WORK TASK — Reproduce the whole listing that follows, character for character, and drop the images.
§
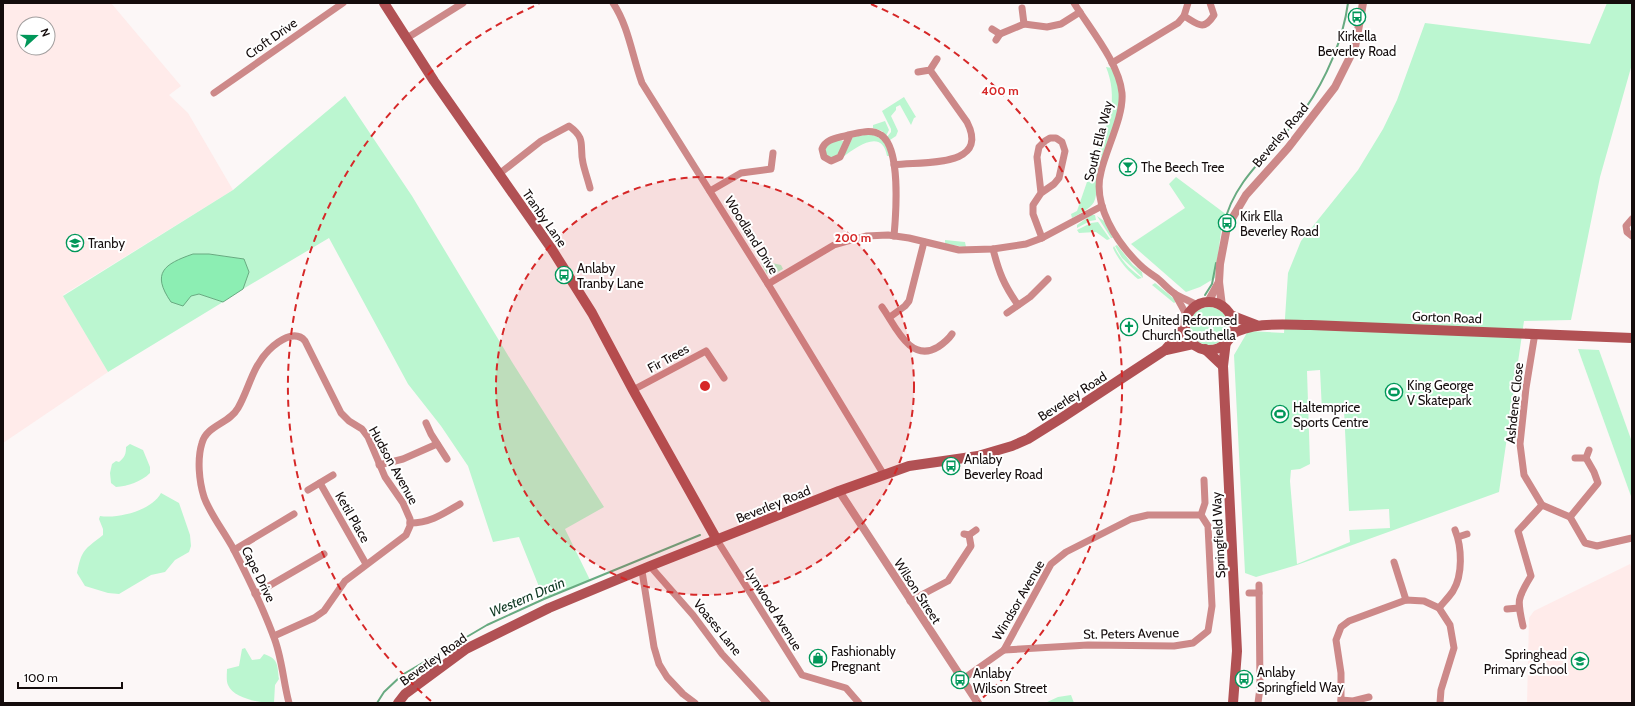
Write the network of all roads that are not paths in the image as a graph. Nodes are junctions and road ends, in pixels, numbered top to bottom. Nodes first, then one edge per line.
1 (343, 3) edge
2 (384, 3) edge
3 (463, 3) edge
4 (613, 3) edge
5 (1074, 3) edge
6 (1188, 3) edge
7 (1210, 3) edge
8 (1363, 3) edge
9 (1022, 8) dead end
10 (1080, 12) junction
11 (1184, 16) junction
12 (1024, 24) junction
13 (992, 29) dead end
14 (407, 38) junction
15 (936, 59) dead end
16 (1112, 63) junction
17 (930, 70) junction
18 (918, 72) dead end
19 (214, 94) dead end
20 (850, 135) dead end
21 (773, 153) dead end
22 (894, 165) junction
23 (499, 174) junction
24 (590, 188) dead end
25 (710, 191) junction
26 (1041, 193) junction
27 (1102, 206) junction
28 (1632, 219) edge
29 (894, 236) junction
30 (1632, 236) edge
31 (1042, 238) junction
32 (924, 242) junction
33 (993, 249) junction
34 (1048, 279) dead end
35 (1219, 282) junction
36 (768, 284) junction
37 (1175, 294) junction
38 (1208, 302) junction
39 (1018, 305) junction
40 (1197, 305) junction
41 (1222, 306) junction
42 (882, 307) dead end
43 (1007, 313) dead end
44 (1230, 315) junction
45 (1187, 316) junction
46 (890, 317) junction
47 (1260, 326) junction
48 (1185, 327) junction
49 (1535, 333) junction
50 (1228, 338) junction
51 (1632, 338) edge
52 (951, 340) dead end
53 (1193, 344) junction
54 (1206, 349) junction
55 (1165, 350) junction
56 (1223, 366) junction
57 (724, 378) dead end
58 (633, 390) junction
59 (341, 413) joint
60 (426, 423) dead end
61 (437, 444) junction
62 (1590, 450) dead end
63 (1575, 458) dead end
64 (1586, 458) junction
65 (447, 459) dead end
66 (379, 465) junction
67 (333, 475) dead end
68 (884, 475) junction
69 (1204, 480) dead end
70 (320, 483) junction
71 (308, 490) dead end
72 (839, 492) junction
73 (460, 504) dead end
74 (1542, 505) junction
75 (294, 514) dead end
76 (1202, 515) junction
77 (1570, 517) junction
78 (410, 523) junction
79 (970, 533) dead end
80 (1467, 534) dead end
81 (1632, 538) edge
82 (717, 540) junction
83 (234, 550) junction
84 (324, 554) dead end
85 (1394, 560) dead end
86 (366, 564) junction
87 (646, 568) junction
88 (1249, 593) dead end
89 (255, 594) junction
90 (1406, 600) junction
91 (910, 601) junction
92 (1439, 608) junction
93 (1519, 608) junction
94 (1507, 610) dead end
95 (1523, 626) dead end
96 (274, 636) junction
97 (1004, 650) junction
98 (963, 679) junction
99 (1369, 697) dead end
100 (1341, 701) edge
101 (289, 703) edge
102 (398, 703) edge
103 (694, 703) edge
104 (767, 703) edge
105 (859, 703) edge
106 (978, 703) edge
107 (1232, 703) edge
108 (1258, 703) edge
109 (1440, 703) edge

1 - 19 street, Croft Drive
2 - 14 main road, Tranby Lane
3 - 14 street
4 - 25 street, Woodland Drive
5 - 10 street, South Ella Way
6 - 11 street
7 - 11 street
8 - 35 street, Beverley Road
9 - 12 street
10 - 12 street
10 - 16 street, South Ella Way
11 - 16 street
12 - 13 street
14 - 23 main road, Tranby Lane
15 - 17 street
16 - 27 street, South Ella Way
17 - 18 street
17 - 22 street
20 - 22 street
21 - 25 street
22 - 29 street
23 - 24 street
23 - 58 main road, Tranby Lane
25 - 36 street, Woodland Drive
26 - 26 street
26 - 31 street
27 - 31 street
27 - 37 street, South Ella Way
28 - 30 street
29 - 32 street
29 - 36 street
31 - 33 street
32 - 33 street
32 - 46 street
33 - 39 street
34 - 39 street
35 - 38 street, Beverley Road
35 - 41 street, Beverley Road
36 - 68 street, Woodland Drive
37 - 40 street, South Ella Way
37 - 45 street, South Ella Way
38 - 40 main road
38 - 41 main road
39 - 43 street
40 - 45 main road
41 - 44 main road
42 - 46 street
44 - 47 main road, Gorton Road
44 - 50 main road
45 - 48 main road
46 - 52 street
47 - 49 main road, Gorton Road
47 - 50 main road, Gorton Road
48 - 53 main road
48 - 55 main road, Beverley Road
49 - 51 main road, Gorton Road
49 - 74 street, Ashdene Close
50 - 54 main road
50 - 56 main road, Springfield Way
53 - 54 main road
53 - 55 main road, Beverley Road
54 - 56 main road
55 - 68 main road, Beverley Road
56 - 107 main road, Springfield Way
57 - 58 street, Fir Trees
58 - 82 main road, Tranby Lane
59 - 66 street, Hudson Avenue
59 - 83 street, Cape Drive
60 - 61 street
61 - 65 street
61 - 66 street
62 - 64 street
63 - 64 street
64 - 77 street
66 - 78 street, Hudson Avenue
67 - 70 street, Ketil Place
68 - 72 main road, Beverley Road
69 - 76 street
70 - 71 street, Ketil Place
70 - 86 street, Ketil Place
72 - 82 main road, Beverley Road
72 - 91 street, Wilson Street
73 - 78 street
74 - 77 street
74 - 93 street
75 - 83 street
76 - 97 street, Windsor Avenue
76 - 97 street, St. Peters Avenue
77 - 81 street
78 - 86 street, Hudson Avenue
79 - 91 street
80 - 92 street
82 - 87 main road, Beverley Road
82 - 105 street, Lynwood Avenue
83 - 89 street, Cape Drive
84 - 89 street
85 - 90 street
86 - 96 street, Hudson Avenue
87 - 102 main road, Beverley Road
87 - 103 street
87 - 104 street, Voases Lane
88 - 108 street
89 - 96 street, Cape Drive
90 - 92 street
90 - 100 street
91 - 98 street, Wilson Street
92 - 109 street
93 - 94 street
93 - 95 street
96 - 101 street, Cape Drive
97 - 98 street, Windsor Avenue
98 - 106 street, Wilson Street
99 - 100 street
§
RESPONSE BELOW —
Write the network of all roads that are not paths in the image as a graph. Nodes are junctions and road ends, in pixels, numbered top to bottom. Nodes first, then one edge per line.
1 (343, 3) edge
2 (384, 3) edge
3 (463, 3) edge
4 (613, 3) edge
5 (1074, 3) edge
6 (1188, 3) edge
7 (1210, 3) edge
8 (1363, 3) edge
9 (1022, 8) dead end
10 (1080, 12) junction
11 (1184, 16) junction
12 (1024, 24) junction
13 (992, 29) dead end
14 (407, 38) junction
15 (936, 59) dead end
16 (1112, 63) junction
17 (930, 70) junction
18 (918, 72) dead end
19 (214, 94) dead end
20 (850, 135) dead end
21 (773, 153) dead end
22 (894, 165) junction
23 (499, 174) junction
24 (590, 188) dead end
25 (710, 191) junction
26 (1041, 193) junction
27 (1102, 206) junction
28 (1632, 219) edge
29 (894, 236) junction
30 (1632, 236) edge
31 (1042, 238) junction
32 (924, 242) junction
33 (993, 249) junction
34 (1048, 279) dead end
35 (1219, 282) junction
36 (768, 284) junction
37 (1175, 294) junction
38 (1208, 302) junction
39 (1018, 305) junction
40 (1197, 305) junction
41 (1222, 306) junction
42 (882, 307) dead end
43 (1007, 313) dead end
44 (1230, 315) junction
45 (1187, 316) junction
46 (890, 317) junction
47 (1260, 326) junction
48 (1185, 327) junction
49 (1535, 333) junction
50 (1228, 338) junction
51 (1632, 338) edge
52 (951, 340) dead end
53 (1193, 344) junction
54 (1206, 349) junction
55 (1165, 350) junction
56 (1223, 366) junction
57 (724, 378) dead end
58 (633, 390) junction
59 (341, 413) joint
60 (426, 423) dead end
61 (437, 444) junction
62 (1590, 450) dead end
63 (1575, 458) dead end
64 (1586, 458) junction
65 (447, 459) dead end
66 (379, 465) junction
67 (333, 475) dead end
68 (884, 475) junction
69 (1204, 480) dead end
70 (320, 483) junction
71 (308, 490) dead end
72 (839, 492) junction
73 (460, 504) dead end
74 (1542, 505) junction
75 (294, 514) dead end
76 (1202, 515) junction
77 (1570, 517) junction
78 (410, 523) junction
79 (970, 533) dead end
80 (1467, 534) dead end
81 (1632, 538) edge
82 (717, 540) junction
83 (234, 550) junction
84 (324, 554) dead end
85 (1394, 560) dead end
86 (366, 564) junction
87 (646, 568) junction
88 (1249, 593) dead end
89 (255, 594) junction
90 (1406, 600) junction
91 (910, 601) junction
92 (1439, 608) junction
93 (1519, 608) junction
94 (1507, 610) dead end
95 (1523, 626) dead end
96 (274, 636) junction
97 (1004, 650) junction
98 (963, 679) junction
99 (1369, 697) dead end
100 (1341, 701) edge
101 (289, 703) edge
102 (398, 703) edge
103 (694, 703) edge
104 (767, 703) edge
105 (859, 703) edge
106 (978, 703) edge
107 (1232, 703) edge
108 (1258, 703) edge
109 (1440, 703) edge

1 - 19 street, Croft Drive
2 - 14 main road, Tranby Lane
3 - 14 street
4 - 25 street, Woodland Drive
5 - 10 street, South Ella Way
6 - 11 street
7 - 11 street
8 - 35 street, Beverley Road
9 - 12 street
10 - 12 street
10 - 16 street, South Ella Way
11 - 16 street
12 - 13 street
14 - 23 main road, Tranby Lane
15 - 17 street
16 - 27 street, South Ella Way
17 - 18 street
17 - 22 street
20 - 22 street
21 - 25 street
22 - 29 street
23 - 24 street
23 - 58 main road, Tranby Lane
25 - 36 street, Woodland Drive
26 - 26 street
26 - 31 street
27 - 31 street
27 - 37 street, South Ella Way
28 - 30 street
29 - 32 street
29 - 36 street
31 - 33 street
32 - 33 street
32 - 46 street
33 - 39 street
34 - 39 street
35 - 38 street, Beverley Road
35 - 41 street, Beverley Road
36 - 68 street, Woodland Drive
37 - 40 street, South Ella Way
37 - 45 street, South Ella Way
38 - 40 main road
38 - 41 main road
39 - 43 street
40 - 45 main road
41 - 44 main road
42 - 46 street
44 - 47 main road, Gorton Road
44 - 50 main road
45 - 48 main road
46 - 52 street
47 - 49 main road, Gorton Road
47 - 50 main road, Gorton Road
48 - 53 main road
48 - 55 main road, Beverley Road
49 - 51 main road, Gorton Road
49 - 74 street, Ashdene Close
50 - 54 main road
50 - 56 main road, Springfield Way
53 - 54 main road
53 - 55 main road, Beverley Road
54 - 56 main road
55 - 68 main road, Beverley Road
56 - 107 main road, Springfield Way
57 - 58 street, Fir Trees
58 - 82 main road, Tranby Lane
59 - 66 street, Hudson Avenue
59 - 83 street, Cape Drive
60 - 61 street
61 - 65 street
61 - 66 street
62 - 64 street
63 - 64 street
64 - 77 street
66 - 78 street, Hudson Avenue
67 - 70 street, Ketil Place
68 - 72 main road, Beverley Road
69 - 76 street
70 - 71 street, Ketil Place
70 - 86 street, Ketil Place
72 - 82 main road, Beverley Road
72 - 91 street, Wilson Street
73 - 78 street
74 - 77 street
74 - 93 street
75 - 83 street
76 - 97 street, Windsor Avenue
76 - 97 street, St. Peters Avenue
77 - 81 street
78 - 86 street, Hudson Avenue
79 - 91 street
80 - 92 street
82 - 87 main road, Beverley Road
82 - 105 street, Lynwood Avenue
83 - 89 street, Cape Drive
84 - 89 street
85 - 90 street
86 - 96 street, Hudson Avenue
87 - 102 main road, Beverley Road
87 - 103 street
87 - 104 street, Voases Lane
88 - 108 street
89 - 96 street, Cape Drive
90 - 92 street
90 - 100 street
91 - 98 street, Wilson Street
92 - 109 street
93 - 94 street
93 - 95 street
96 - 101 street, Cape Drive
97 - 98 street, Windsor Avenue
98 - 106 street, Wilson Street
99 - 100 street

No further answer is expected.